Yo, les dije, ¡qué pena!, si esta tan mal voy a entrar a decirle adiós. Dijo la amiga de mi madre: -Anda, sí que él te menciona de cuando éramos novios, no lo dudé, entré, estaba adormilado, con Oxígeno, le faltaba casi toda la mano derecha, respiraba como un cerdo que va a ir al matadero, me acerqué le tiré de la mascarilla, y le quite la almohada, su jadeo aumentó y le dije: -Tranquilo, no te voy a matar, sé que te estás muriendo lentamente, y quiero saber de tu agonía es larga, muy larga, te voy a poner bien la almohada y el aparatito este de Oxígeno, para que respires, porque te vas a morir y espero que exista el infierno y ardas en él.
Balbuceó algunas palabras, solo le entendí Puta, me volví a él y le dije: ni te contesto, tu suerte está echada, que te dure mucho la agonía.
Y me fui, salí de aquella habitación y le dije a mi madre, -Vámonos que aquí ya no podemos hacer nada-
Salimos de aquella casa, yo liberada y mi madre llorosa, le dije: quieres dejar de hacer teatro, si se muere, un cerdo menos.
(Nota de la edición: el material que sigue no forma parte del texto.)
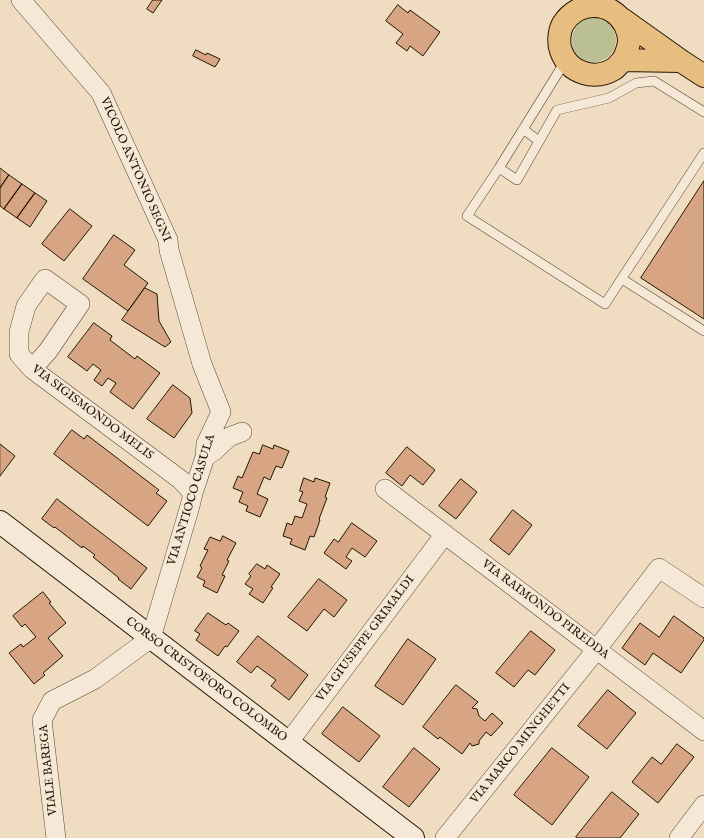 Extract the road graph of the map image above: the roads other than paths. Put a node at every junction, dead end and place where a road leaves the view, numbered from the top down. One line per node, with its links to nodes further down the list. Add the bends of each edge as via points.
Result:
1 (21, 0): 14 (street, VICOLO ANTONIO SEGNI, via 101,93 168,240)
2 (595, 3): 3 (main road, via 577,10); 4 (main road, via 608,8)
3 (565, 8): 5 (main road, via 559,38 560,50)
4 (622, 19): 6 (main road, via 629,40); 7 (main road)
5 (566, 60): 6 (main road, via 573,68 594,75 615,68); 10 (lane)
6 (623, 60): 7 (main road)
7 (682, 62): 8 (main road)
8 (704, 76)
9 (704, 112): 11 (lane, via 654,81 636,83 609,98 557,110)
10 (523, 129): 11 (lane); 13 (lane)
11 (540, 141): 13 (lane, via 517,180)
12 (704, 153): 15 (lane)
13 (499, 168): 15 (lane, via 467,216 605,304)
14 (169, 250): 19 (street, VIA ANTIOCO CASULA, via 202,364 221,412 206,444)
15 (622, 278): 16 (lane)
16 (704, 331)
17 (32, 369): 17 (street, VIA SIGISMONDO MELIS, via 48,351 80,304 46,279 26,306 19,332 19,354); 21 (street, VIA SIGISMONDO MELIS, via 181,480)
18 (242, 432): 19 (street, via 229,437)
19 (206, 457): 21 (street, VIA ANTIOCO CASULA)
20 (385, 490): 23 (street, VIA RAIMONDO PIREDDA)
21 (193, 493): 25 (street, VIA ANTIOCO CASULA)
22 (0, 522): 25 (street, CORSO CRISTOFORO COLOMBO)
23 (444, 534): 26 (street, VIA RAIMONDO PIREDDA); 28 (street, VIA GIUSEPPE GRIMALDI)
24 (704, 598): 26 (street, VIA MARCO MINGHETTI, via 659,568)
25 (151, 638): 28 (street, CORSO CRISTOFORO COLOMBO); 30 (street, VIALE BAREGA, via 95,679 52,701 42,720)
26 (597, 650): 27 (street, VIA RAIMONDO PIREDDA); 32 (street, VIA MARCO MINGHETTI)
27 (704, 731)
28 (288, 743): 31 (street, CORSO CRISTOFORO COLOMBO)
29 (704, 805): 33 (street)
30 (56, 838)
31 (412, 838)
32 (445, 838)
33 (679, 838) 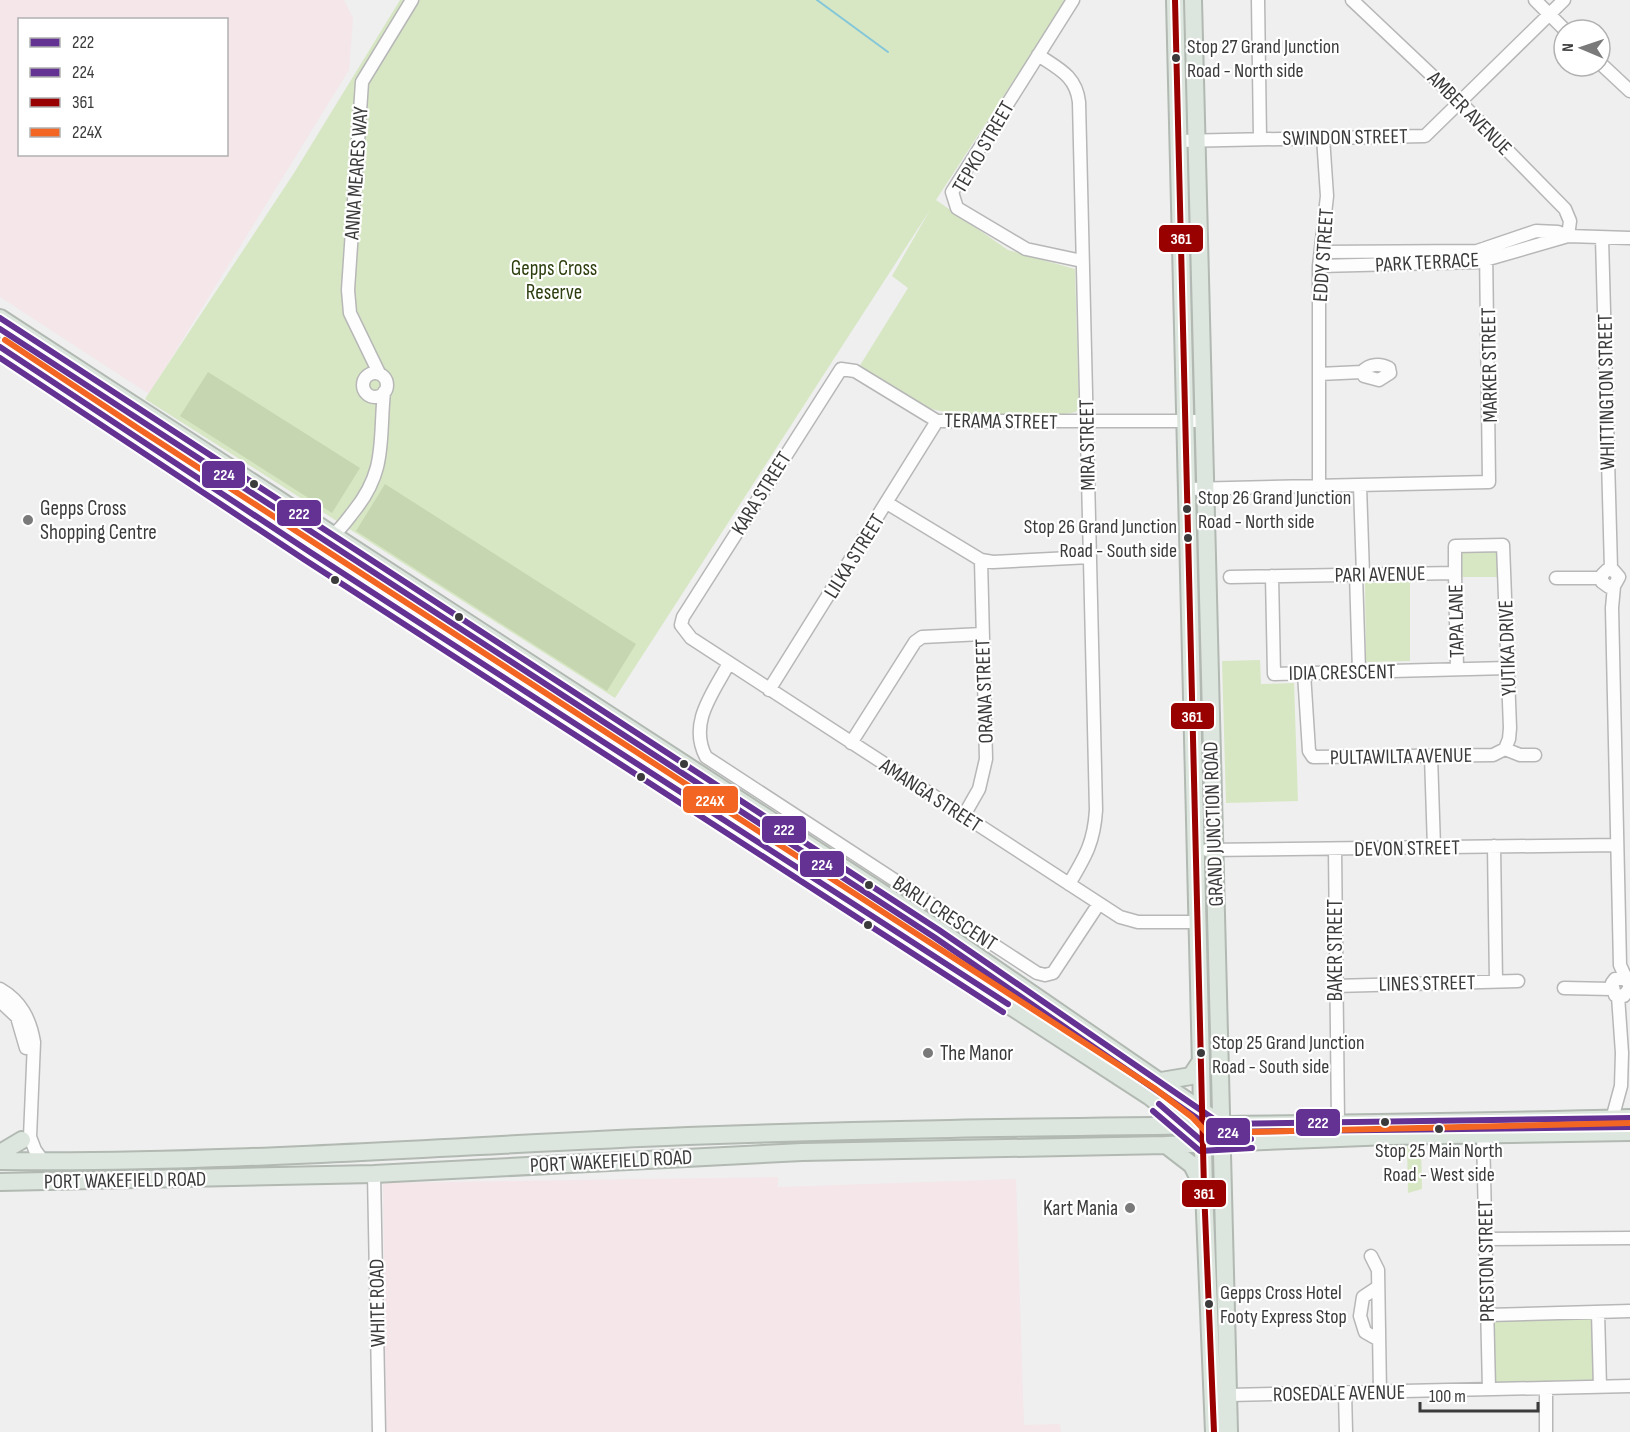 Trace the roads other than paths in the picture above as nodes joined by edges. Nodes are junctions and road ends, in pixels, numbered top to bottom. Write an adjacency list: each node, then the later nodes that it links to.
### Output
1 (412, 0): 30 (street, ANNA MEARES WAY)
2 (1073, 0): 11 (street, TEPKO STREET)
3 (1175, 0): 18 (highway, GRAND JUNCTION ROAD)
4 (1193, 0): 17 (highway, GRAND JUNCTION ROAD)
5 (1258, 0): 16 (street)
6 (1352, 0): 14 (street, AMBER AVENUE)
7 (1535, 0): 9 (street)
8 (1564, 0): 9 (street, SWINDON STREET)
9 (1550, 15): 10 (street); 14 (street, SWINDON STREET)
10 (1553, 18)
11 (1038, 55): 24 (street, MIRA STREET); 24 (street, TEPKO STREET)
12 (1612, 75): 13 (street)
13 (1630, 92)
14 (1461, 103): 15 (street, SWINDON STREET); 19 (street, AMBER AVENUE)
15 (1323, 137): 16 (street, SWINDON STREET); 22 (street, EDDY STREET)
16 (1260, 138): 17 (street, SWINDON STREET)
17 (1196, 140): 18 (street, SWINDON STREET); 35 (highway, GRAND JUNCTION ROAD)
18 (1178, 141): 34 (highway, GRAND JUNCTION ROAD)
19 (1568, 236): 20 (street, PARK TERRACE); 23 (street, PARK TERRACE)
20 (1602, 238): 21 (street, PARK TERRACE); 54 (street, WHITTINGTON STREET)
21 (1630, 238)
22 (1321, 252): 23 (street, PARK TERRACE); 25 (street, EDDY STREET)
23 (1488, 254): 25 (street, PARK TERRACE); 37 (street, MARKER STREET)
24 (1082, 261): 36 (street, MIRA STREET)
25 (1318, 266): 31 (street, EDDY STREET)
26 (0, 318): 43 (highway)
27 (0, 347): 42 (highway)
28 (848, 368): 33 (street, TERAMA STREET); 55 (street, KARA STREET)
29 (1362, 372): 31 (street)
30 (375, 374): 32 (street); 32 (street)
31 (1319, 374): 38 (street, EDDY STREET)
32 (378, 394): 43 (street)
33 (937, 421): 36 (street, TERAMA STREET); 41 (street, LILKA STREET)
34 (1185, 421): 35 (street, TERAMA STREET); 36 (street, TERAMA STREET); 39 (highway, GRAND JUNCTION ROAD)
35 (1204, 421): 40 (highway, GRAND JUNCTION ROAD)
36 (1087, 422): 45 (street, MIRA STREET)
37 (1360, 486): 38 (street); 50 (street)
38 (1319, 488): 40 (street)
39 (1187, 489): 40 (street); 72 (highway, GRAND JUNCTION ROAD)
40 (1206, 489): 73 (highway, GRAND JUNCTION ROAD)
41 (887, 503): 46 (street); 62 (street, LILKA STREET)
42 (280, 531): 43 (highway); 48 (highway)
43 (332, 536): 48 (highway); 85 (highway)
44 (1503, 545): 49 (street, PARI AVENUE); 58 (street, YUTIKA DRIVE)
45 (1090, 557): 46 (street); 74 (street, MIRA STREET)
46 (981, 560): 56 (street, ORANA STREET)
47 (1630, 571): 54 (street)
48 (344, 573): 87 (highway)
49 (1455, 573): 50 (street, PARI AVENUE); 59 (street, TAPA LANE)
50 (1360, 574): 51 (street, PARI AVENUE); 60 (street)
51 (1272, 576): 52 (street, PARI AVENUE); 61 (street, IDIA CRESCENT)
52 (1230, 577)
53 (1556, 578): 54 (street)
54 (1612, 578): 68 (street, WHITTINGTON STREET)
55 (681, 625): 57 (street, AMANGA STREET)
56 (982, 634): 63 (street); 67 (street, ORANA STREET)
57 (729, 663): 62 (street, AMANGA STREET); 75 (street, BARLI CRESCENT)
58 (1508, 668): 59 (street, IDIA CRESCENT); 64 (street, YUTIKA DRIVE)
59 (1457, 669): 60 (street, IDIA CRESCENT)
60 (1359, 671): 61 (street, IDIA CRESCENT)
61 (1304, 674): 66 (street, PULTAWILTA AVENUE)
62 (770, 690): 63 (street, AMANGA STREET)
63 (851, 743): 67 (street, AMANGA STREET)
64 (1504, 749): 65 (street, PULTAWILTA AVENUE); 66 (street, PULTAWILTA AVENUE)
65 (1535, 755)
66 (1431, 756): 70 (street)
67 (963, 817): 74 (street, AMANGA STREET)
68 (1617, 844): 69 (street, DEVON STREET); 84 (street, WHITTINGTON STREET)
69 (1494, 846): 70 (street, DEVON STREET); 80 (street)
70 (1434, 847): 71 (street, DEVON STREET)
71 (1335, 849): 73 (street, DEVON STREET); 81 (street, BAKER STREET)
72 (1196, 850): 73 (street, DEVON STREET); 77 (highway, GRAND JUNCTION ROAD)
73 (1214, 850): 76 (highway, GRAND JUNCTION ROAD)
74 (1069, 884): 75 (street, AMANGA STREET)
75 (1098, 904): 77 (street, AMANGA STREET)
76 (1216, 907): 77 (highway); 78 (highway, GRAND JUNCTION ROAD)
77 (1197, 922): 78 (highway); 89 (highway, GRAND JUNCTION ROAD)
78 (1216, 934): 99 (highway, GRAND JUNCTION ROAD)
79 (1518, 981): 80 (street, LINES STREET)
80 (1496, 982): 81 (street, LINES STREET)
81 (1335, 986): 94 (street, BAKER STREET)
82 (1564, 988): 84 (street)
83 (0, 989): 112 (street)
84 (1623, 990): 88 (street, WHITTINGTON STREET)
85 (1025, 991): 87 (highway); 90 (highway)
86 (0, 1001): 102 (street)
87 (1014, 1008): 91 (highway)
88 (1626, 1053): 96 (street, WHITTINGTON STREET)
89 (1201, 1061): 90 (highway); 93 (highway, GRAND JUNCTION ROAD)
90 (1161, 1081): 93 (highway)
91 (1149, 1096): 93 (highway); 95 (highway)
92 (1630, 1118): 96 (highway)
93 (1196, 1119): 95 (highway, PORT WAKEFIELD ROAD); 99 (highway); 103 (highway, GRAND JUNCTION ROAD)
94 (1338, 1123): 98 (highway); 99 (highway)
95 (1141, 1125): 97 (highway, PORT WAKEFIELD ROAD)
96 (1612, 1126): 98 (highway); 100 (highway)
97 (981, 1127): 101 (highway, PORT WAKEFIELD ROAD); 105 (highway)
98 (1483, 1127): 99 (highway); 118 (street, PRESTON STREET)
99 (1221, 1132): 103 (highway, PORT WAKEFIELD ROAD); 131 (highway, GRAND JUNCTION ROAD)
100 (1630, 1132)
101 (683, 1136): 106 (highway, PORT WAKEFIELD ROAD); 109 (highway)
102 (22, 1140): 107 (highway); 111 (street)
103 (1203, 1142): 104 (highway, PORT WAKEFIELD ROAD); 116 (highway, GRAND JUNCTION ROAD)
104 (1166, 1145): 105 (highway, PORT WAKEFIELD ROAD); 116 (highway)
105 (981, 1148): 109 (highway, PORT WAKEFIELD ROAD)
106 (397, 1152): 108 (highway, PORT WAKEFIELD ROAD); 113 (highway)
107 (0, 1153)
108 (339, 1154): 112 (highway, PORT WAKEFIELD ROAD); 113 (highway)
109 (683, 1158): 113 (highway, PORT WAKEFIELD ROAD)
110 (0, 1161): 111 (highway, PORT WAKEFIELD ROAD)
111 (24, 1161): 112 (highway, PORT WAKEFIELD ROAD); 114 (highway)
112 (43, 1161)
113 (374, 1174): 114 (highway, PORT WAKEFIELD ROAD); 132 (street, WHITE ROAD)
114 (92, 1180): 115 (highway, PORT WAKEFIELD ROAD)
115 (0, 1182)
116 (1204, 1189): 131 (highway, GRAND JUNCTION ROAD)
117 (1630, 1238): 118 (street)
118 (1486, 1239): 123 (street, PRESTON STREET)
119 (1371, 1256): 120 (street)
120 (1378, 1287): 124 (street); 124 (street)
121 (1630, 1311): 122 (street)
122 (1598, 1312): 123 (street); 126 (street)
123 (1488, 1316): 128 (street, PRESTON STREET)
124 (1379, 1340): 129 (street)
125 (1630, 1386): 126 (street, ROSEDALE AVENUE)
126 (1600, 1387): 127 (street, ROSEDALE AVENUE)
127 (1546, 1388): 128 (street, ROSEDALE AVENUE); 136 (street)
128 (1489, 1389): 129 (street, ROSEDALE AVENUE)
129 (1380, 1392): 130 (street, ROSEDALE AVENUE)
130 (1345, 1393): 131 (street, ROSEDALE AVENUE); 135 (street)
131 (1221, 1396): 133 (highway, GRAND JUNCTION ROAD); 134 (highway, GRAND JUNCTION ROAD)
132 (379, 1432)
133 (1214, 1432)
134 (1229, 1432)
135 (1346, 1432)
136 (1546, 1432)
Recuerdo el gesto de mi madre ¡¡¡Hija!!! Ni hija ni leches es un cerdo o ¿no lo sabías?.
– Algo había oído, me dijo, dicen que cuando tuvo el accidente venía de una casa de citas. De citas no, de putas, y ahí está como un putero con la tonta de tu amiga…
Profe, este es el final, me liberé de aquello y ahora estoy trabajando como educadora social, no quiero que ningún niño pase por lo que yo pasé.
Ella se bajaba antes que yo, apresuradamente me dio un beso de despedida y me dijo, gritando, casi fuera del vagón: -Me he alegrado mucho de verte, te quiero profe.
Yo me sentí muy bien pero ruborizada porque todo el mundo me miraba. Seguí mi camino, en ese momento no sabía que pensar, estaba alucinada.
Ha tenido que pasar un tiempo para que yo cuente la historia de Ana. Lo mejor de esta historia es que ha tenido el final que Ana deseaba, y que ella misma hizo su propia venganza.